>>>
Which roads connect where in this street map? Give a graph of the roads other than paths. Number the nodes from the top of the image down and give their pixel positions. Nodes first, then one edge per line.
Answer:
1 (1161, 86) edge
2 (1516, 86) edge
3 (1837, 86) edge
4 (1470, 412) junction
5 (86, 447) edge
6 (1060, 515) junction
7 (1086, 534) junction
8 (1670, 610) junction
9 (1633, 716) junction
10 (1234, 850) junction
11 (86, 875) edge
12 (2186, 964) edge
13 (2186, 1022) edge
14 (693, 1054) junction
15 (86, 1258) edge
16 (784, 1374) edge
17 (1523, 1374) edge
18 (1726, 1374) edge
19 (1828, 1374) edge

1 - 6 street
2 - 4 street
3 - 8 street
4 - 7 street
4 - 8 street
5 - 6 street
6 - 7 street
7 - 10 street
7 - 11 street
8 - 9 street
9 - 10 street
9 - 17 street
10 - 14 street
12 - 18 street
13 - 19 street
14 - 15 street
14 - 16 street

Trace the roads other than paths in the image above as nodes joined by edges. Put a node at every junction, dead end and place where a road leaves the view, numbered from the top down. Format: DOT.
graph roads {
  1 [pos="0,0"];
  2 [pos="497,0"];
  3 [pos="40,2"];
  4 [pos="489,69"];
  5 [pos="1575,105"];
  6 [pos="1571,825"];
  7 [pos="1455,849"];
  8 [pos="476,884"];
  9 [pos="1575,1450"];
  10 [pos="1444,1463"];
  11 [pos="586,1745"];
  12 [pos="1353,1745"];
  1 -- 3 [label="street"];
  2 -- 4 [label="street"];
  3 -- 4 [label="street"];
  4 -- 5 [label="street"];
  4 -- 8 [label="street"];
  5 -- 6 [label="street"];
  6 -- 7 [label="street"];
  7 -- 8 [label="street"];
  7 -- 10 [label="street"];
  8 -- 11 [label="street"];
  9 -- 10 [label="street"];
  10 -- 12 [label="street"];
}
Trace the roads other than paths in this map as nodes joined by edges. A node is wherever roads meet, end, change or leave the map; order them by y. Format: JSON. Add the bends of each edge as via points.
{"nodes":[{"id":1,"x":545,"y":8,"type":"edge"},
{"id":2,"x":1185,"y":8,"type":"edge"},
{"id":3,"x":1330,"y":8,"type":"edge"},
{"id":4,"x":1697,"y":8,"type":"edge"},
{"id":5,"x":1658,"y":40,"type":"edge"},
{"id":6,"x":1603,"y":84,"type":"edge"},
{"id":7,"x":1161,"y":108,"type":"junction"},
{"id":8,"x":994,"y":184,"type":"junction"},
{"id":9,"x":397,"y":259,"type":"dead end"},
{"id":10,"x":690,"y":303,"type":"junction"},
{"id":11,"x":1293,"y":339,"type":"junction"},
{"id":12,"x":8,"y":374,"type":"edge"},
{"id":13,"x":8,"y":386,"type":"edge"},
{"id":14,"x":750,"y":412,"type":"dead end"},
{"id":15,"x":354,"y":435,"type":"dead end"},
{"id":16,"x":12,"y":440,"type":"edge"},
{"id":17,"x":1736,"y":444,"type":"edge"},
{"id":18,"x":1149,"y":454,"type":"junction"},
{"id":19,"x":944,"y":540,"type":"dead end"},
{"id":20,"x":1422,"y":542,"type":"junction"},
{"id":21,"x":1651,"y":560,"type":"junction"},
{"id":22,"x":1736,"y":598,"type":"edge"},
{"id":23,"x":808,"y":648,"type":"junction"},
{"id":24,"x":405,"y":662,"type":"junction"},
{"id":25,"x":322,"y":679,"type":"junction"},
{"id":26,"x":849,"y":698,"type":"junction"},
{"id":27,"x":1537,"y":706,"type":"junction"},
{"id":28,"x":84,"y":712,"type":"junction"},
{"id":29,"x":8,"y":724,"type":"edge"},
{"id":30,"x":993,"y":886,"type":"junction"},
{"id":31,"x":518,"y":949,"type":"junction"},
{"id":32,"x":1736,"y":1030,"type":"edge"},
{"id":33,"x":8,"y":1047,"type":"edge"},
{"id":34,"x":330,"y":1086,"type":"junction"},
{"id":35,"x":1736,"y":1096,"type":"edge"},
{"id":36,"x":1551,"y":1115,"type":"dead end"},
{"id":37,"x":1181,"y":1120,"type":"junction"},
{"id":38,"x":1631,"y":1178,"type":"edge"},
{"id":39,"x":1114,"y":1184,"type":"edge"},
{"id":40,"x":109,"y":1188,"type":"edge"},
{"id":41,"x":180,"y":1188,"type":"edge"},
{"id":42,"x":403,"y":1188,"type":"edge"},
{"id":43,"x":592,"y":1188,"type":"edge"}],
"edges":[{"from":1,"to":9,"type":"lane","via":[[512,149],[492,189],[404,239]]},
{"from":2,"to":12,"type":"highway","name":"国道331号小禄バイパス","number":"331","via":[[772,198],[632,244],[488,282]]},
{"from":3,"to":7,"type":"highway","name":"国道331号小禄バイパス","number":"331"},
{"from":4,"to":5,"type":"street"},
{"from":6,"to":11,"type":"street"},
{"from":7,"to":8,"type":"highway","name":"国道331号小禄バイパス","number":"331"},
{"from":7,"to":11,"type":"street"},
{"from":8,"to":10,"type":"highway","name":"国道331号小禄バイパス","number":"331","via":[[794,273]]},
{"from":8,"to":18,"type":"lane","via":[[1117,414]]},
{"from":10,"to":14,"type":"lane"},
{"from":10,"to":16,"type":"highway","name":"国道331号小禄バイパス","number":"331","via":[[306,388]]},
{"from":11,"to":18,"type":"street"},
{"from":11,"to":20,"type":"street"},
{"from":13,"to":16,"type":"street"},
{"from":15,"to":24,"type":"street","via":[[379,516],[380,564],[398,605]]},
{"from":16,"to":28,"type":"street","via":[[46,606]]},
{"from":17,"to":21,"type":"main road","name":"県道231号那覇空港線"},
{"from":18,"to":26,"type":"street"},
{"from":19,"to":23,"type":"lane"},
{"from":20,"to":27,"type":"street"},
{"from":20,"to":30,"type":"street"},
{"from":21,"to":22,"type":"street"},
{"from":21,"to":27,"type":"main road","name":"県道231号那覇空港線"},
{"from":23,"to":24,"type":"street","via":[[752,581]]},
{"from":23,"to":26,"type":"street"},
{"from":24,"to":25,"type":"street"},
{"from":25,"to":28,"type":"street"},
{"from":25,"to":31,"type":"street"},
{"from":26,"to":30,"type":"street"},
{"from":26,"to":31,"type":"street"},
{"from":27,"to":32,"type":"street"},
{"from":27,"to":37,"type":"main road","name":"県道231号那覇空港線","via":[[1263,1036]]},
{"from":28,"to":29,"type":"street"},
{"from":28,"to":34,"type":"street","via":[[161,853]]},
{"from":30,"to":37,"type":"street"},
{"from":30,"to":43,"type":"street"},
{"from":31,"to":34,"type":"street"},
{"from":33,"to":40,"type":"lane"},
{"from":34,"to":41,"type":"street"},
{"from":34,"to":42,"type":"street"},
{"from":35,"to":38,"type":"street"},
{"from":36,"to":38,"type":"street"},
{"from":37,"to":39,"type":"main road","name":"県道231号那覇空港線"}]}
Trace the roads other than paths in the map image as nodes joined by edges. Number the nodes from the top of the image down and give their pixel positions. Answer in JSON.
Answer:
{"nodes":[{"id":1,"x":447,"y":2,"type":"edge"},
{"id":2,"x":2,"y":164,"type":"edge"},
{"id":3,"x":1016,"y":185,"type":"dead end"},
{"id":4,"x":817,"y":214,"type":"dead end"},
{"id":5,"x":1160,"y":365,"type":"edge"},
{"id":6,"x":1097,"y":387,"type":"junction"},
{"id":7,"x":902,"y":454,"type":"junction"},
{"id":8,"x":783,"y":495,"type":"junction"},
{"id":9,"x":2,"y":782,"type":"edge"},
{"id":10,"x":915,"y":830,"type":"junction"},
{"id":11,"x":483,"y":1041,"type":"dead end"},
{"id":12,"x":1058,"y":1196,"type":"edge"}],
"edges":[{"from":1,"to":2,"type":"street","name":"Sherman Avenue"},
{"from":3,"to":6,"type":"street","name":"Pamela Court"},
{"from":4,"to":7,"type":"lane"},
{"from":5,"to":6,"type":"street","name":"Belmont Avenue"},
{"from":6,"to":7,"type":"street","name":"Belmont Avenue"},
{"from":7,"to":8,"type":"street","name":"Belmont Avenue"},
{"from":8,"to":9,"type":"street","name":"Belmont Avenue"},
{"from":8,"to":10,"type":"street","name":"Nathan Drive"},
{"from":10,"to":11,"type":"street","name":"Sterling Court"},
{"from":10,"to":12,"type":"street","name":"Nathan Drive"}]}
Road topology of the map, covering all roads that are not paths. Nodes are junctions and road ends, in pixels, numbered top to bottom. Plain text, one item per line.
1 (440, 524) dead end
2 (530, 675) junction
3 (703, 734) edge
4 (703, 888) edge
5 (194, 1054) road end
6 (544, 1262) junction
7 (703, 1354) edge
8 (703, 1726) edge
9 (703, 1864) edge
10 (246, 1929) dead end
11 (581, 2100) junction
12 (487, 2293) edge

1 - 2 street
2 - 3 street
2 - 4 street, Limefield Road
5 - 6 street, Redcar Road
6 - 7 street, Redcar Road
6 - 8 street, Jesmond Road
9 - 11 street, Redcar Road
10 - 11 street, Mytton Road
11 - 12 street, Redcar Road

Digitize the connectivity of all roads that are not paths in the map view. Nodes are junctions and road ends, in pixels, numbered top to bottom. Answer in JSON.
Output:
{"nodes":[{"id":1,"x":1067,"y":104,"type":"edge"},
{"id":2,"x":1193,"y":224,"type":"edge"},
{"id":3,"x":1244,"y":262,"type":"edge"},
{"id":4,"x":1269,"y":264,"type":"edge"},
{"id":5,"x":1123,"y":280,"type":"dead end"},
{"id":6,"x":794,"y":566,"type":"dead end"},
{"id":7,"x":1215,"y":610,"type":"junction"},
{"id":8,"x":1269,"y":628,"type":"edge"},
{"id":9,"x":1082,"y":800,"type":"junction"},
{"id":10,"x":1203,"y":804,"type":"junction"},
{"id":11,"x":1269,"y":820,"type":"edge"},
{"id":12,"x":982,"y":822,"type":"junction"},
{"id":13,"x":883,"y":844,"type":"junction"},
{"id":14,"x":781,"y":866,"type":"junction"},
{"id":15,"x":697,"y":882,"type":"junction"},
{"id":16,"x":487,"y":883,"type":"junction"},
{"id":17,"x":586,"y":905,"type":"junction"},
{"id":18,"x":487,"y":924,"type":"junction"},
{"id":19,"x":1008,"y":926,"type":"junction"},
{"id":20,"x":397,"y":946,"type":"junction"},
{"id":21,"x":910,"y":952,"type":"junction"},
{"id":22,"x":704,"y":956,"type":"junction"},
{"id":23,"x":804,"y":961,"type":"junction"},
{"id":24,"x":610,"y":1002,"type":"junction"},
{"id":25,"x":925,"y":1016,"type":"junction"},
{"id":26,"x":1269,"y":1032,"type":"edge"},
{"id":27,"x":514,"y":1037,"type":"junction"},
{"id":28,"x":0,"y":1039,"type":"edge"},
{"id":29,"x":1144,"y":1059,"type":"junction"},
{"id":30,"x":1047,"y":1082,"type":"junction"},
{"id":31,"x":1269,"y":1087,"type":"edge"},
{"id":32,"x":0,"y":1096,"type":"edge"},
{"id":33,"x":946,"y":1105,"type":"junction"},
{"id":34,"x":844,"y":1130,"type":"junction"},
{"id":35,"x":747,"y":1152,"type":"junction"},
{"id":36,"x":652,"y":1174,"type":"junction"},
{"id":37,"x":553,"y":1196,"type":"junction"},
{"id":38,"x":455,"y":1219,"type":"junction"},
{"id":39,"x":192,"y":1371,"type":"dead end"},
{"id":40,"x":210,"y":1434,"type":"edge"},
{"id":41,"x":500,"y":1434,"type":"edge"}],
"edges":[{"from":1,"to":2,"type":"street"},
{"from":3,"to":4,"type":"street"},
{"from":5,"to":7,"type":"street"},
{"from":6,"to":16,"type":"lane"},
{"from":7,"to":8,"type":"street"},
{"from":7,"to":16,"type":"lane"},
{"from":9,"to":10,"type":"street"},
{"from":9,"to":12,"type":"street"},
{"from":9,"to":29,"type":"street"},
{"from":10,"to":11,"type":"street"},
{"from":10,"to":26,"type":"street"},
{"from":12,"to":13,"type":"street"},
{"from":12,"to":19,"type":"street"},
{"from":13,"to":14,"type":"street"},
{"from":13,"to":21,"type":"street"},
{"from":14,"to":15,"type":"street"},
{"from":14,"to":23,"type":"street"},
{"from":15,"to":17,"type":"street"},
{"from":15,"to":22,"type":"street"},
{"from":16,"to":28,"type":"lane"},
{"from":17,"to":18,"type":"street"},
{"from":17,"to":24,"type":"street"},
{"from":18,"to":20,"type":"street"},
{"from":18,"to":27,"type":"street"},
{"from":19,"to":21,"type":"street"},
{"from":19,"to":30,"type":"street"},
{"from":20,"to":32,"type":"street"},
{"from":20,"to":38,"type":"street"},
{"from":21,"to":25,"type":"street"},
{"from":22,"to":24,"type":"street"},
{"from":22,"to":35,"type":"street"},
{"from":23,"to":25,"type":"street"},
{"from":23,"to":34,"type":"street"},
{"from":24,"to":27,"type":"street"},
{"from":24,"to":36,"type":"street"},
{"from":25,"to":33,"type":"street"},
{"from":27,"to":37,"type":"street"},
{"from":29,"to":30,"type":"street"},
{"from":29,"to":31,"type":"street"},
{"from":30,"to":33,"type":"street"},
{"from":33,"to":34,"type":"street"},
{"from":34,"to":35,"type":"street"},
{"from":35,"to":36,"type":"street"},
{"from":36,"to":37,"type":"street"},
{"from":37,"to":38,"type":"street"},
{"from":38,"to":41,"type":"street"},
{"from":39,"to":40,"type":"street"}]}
<<<
WHAT THIS TASK INVOLVES:
The exact lines of the material above starting at the one that contains "Road topology of" and ending at the one that contains "Digitize the connectivity" are what to retype; leave out everything else.

SOLUTION BELOW:
Road topology of the map, covering all roads that are not paths. Nodes are junctions and road ends, in pixels, numbered top to bottom. Plain text, one item per line.
1 (440, 524) dead end
2 (530, 675) junction
3 (703, 734) edge
4 (703, 888) edge
5 (194, 1054) road end
6 (544, 1262) junction
7 (703, 1354) edge
8 (703, 1726) edge
9 (703, 1864) edge
10 (246, 1929) dead end
11 (581, 2100) junction
12 (487, 2293) edge

1 - 2 street
2 - 3 street
2 - 4 street, Limefield Road
5 - 6 street, Redcar Road
6 - 7 street, Redcar Road
6 - 8 street, Jesmond Road
9 - 11 street, Redcar Road
10 - 11 street, Mytton Road
11 - 12 street, Redcar Road

Digitize the connectivity of all roads that are not paths in the map view. Nodes are junctions and road ends, in pixels, numbered top to bottom. Answer in JSON.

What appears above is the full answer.